This week was a light week for markets due to multiple holidays across the globe, but a heavy week for news, and little of it was good.

Last month was the worst June for retail sales in three years, reinforcing fears that consumer spending is dramatically slowing down.

Employment data for June was disappointing, exactly as expected. Just 80,000 jobs were added in June, making the second quarter the worst three month period of employment data in two years. The unemployment rate was maintained at 8.2%. Jeff Savage, regional chief investment officer for Wells Fargo Private Bank said, “What a disappointing number. This was kind of disastrous. We’re not even keeping up with demographics at this point. This is not going to be liked in the markets.” The continued sluggishness in the US jobs market means that the likelihood of additional quantitative easing may be increasing.

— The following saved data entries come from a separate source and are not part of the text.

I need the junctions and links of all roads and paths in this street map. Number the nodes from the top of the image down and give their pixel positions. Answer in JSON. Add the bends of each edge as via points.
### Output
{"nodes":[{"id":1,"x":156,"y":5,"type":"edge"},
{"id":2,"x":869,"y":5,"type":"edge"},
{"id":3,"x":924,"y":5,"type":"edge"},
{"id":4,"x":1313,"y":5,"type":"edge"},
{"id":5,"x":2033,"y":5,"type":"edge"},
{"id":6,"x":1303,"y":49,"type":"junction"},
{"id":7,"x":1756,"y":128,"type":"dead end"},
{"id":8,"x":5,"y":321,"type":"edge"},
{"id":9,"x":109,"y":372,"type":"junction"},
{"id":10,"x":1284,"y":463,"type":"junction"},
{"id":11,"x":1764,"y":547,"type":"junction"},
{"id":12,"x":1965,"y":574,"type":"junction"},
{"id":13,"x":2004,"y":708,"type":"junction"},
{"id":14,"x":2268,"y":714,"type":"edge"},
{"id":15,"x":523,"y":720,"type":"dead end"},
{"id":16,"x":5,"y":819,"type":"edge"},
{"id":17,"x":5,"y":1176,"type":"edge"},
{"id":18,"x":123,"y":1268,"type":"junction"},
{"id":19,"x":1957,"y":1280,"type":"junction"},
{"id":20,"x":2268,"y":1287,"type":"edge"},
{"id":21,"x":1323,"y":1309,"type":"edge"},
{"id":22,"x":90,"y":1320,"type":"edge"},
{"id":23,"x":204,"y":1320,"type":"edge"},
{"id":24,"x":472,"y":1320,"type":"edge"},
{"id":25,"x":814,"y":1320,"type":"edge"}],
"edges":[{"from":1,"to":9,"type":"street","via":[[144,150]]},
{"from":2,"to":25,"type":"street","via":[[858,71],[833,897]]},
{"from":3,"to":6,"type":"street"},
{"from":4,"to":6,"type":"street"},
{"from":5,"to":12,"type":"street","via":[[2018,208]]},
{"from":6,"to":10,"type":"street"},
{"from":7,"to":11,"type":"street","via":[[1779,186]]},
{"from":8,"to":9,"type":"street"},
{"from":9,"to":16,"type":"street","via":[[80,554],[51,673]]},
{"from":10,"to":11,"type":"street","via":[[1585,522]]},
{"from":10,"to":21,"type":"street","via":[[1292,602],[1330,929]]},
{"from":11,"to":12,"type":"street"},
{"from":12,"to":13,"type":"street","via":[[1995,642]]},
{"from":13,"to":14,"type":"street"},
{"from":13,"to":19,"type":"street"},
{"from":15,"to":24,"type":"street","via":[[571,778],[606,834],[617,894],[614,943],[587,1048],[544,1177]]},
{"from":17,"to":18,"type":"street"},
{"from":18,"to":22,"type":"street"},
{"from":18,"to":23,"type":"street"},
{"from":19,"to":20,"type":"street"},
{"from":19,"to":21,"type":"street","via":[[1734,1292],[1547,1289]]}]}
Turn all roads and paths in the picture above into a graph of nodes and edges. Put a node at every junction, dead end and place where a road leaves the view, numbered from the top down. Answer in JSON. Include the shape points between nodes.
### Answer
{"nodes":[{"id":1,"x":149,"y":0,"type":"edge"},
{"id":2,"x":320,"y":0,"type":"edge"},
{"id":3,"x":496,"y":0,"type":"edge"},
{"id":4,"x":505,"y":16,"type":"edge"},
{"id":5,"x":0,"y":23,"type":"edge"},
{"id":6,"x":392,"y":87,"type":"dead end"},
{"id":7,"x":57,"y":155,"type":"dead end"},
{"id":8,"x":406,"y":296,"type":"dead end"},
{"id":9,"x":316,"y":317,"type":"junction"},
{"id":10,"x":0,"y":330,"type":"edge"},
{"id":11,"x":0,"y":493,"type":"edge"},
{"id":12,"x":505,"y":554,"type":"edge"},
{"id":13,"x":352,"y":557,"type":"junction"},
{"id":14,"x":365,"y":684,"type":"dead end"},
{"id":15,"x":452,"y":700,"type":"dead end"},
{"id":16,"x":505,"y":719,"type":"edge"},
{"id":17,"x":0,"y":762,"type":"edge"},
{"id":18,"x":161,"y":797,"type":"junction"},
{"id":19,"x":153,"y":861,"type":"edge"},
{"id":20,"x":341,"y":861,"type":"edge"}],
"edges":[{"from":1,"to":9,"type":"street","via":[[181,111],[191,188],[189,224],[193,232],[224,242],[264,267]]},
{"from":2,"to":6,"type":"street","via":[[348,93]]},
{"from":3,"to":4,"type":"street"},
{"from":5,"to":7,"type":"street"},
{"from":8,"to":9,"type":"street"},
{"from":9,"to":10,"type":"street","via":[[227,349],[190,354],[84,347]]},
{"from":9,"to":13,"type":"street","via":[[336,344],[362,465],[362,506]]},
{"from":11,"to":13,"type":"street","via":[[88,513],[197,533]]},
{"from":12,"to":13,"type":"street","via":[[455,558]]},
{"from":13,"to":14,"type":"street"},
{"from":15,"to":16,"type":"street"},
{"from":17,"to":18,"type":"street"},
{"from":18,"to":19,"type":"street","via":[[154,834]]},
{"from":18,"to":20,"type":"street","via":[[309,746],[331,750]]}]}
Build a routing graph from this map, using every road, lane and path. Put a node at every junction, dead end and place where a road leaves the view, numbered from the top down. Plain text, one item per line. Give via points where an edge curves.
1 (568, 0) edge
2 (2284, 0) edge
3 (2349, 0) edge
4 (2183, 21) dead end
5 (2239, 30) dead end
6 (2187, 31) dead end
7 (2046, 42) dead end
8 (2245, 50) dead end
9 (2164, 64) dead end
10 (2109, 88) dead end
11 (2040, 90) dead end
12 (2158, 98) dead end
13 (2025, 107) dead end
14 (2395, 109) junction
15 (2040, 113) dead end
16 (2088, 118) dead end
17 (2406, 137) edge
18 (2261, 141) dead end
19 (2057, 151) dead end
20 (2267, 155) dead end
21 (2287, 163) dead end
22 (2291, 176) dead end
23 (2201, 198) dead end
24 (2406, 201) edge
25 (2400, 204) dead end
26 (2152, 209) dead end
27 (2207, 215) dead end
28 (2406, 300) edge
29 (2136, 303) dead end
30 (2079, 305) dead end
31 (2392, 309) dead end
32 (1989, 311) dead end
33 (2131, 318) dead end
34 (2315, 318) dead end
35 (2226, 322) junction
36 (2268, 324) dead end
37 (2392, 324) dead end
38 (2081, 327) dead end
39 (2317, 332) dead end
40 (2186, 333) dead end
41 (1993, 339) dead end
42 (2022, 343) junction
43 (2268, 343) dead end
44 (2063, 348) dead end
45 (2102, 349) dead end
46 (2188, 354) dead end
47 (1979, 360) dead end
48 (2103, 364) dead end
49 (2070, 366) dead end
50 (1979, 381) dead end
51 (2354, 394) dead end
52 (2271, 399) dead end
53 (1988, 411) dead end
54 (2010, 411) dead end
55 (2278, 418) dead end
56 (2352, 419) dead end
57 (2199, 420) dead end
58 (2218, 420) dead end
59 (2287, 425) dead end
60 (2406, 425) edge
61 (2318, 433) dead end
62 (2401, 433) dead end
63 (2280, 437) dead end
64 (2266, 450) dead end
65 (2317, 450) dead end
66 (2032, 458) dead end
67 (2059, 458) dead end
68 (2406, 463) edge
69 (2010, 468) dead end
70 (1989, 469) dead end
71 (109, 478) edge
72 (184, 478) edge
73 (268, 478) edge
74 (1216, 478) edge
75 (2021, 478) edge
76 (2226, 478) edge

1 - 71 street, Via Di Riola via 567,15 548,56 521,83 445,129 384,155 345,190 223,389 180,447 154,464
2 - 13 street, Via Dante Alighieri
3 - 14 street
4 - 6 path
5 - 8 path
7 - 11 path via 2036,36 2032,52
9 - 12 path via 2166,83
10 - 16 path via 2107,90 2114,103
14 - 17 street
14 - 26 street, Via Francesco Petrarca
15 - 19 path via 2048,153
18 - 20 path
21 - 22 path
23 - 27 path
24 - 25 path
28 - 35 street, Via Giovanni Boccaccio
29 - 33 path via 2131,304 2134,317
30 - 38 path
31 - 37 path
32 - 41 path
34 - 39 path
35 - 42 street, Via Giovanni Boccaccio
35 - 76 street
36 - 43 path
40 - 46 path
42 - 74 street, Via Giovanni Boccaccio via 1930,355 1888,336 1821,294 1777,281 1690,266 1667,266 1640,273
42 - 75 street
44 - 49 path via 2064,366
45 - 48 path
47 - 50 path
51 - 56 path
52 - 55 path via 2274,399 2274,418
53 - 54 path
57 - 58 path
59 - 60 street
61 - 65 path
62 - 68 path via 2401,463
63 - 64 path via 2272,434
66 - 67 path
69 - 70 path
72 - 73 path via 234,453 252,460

In a story that barely got any attention from major media outlets, the Federal Energy Regulatory Commission filed a petition in federal court in Washington asking the court to order the bank to explain why it would not comply with a subpoena issued requesting 25 internal emails as part of the agency’s investigation into whether or not…wait for it… JPMorgan manipulated electricity markets in California and throughout the Midwest. JPMorgan insists that the emails are protected under the attorney-client privilege. In the midst of a rash of scandals and manipulation schemes by bank after bank, perhaps the time has now come for the CFTC to finally act on its own 4 year old investigation into JPMorgan’s manipulative actions in the silver market.

Deutsche Bank is now apparently the next bank up in the crosshairs of the LIBOR scandal. German markets regulator BaFin has announced a “special probe” of the bank as part of its wider investigation into the manipulation of LIBOR according to a Reuter’s report citing “two people familiar with the matter”. BaFin declined to comment on whether it was specifically investigating Deutsche Bank, and instead gave a non-committal “We are making use of our entire spectrum of regulatory instruments, so far as this is necessary.”

Let the printing begin! The European Central Bank cut interest rates just as expected on Thursday, dropping a quarter point to a record low 0.75%. The Bank of England announced another round of quantitative easing, and the People’s Bank of China surprised the global financial markets by cutting interest rates again for the second time in as many months. The surprise move by China has many wondering if this is advance notice that the data due to be released out of China next week might not be as good as analysts were hoping.

The positive impact of the joint announcements by the ECB, the BoE and the PBC discussed above lasted all of about 25 minutes. On Friday, Spain’s borrowing costs on 10 year government bonds pushed their way above 7 percent again. In contrast, German government bond yields dropped lower with their two year yield actually turning negative at one point. Christine Lagarde, Managing Director of the International Monetary Fund, said in Tokyo on Friday “In the last few months, the global outlook has been more worrying for Europe, the United States and large emerging markets. The IMF’s forecasts are likely to be lower than our previous forecasts.”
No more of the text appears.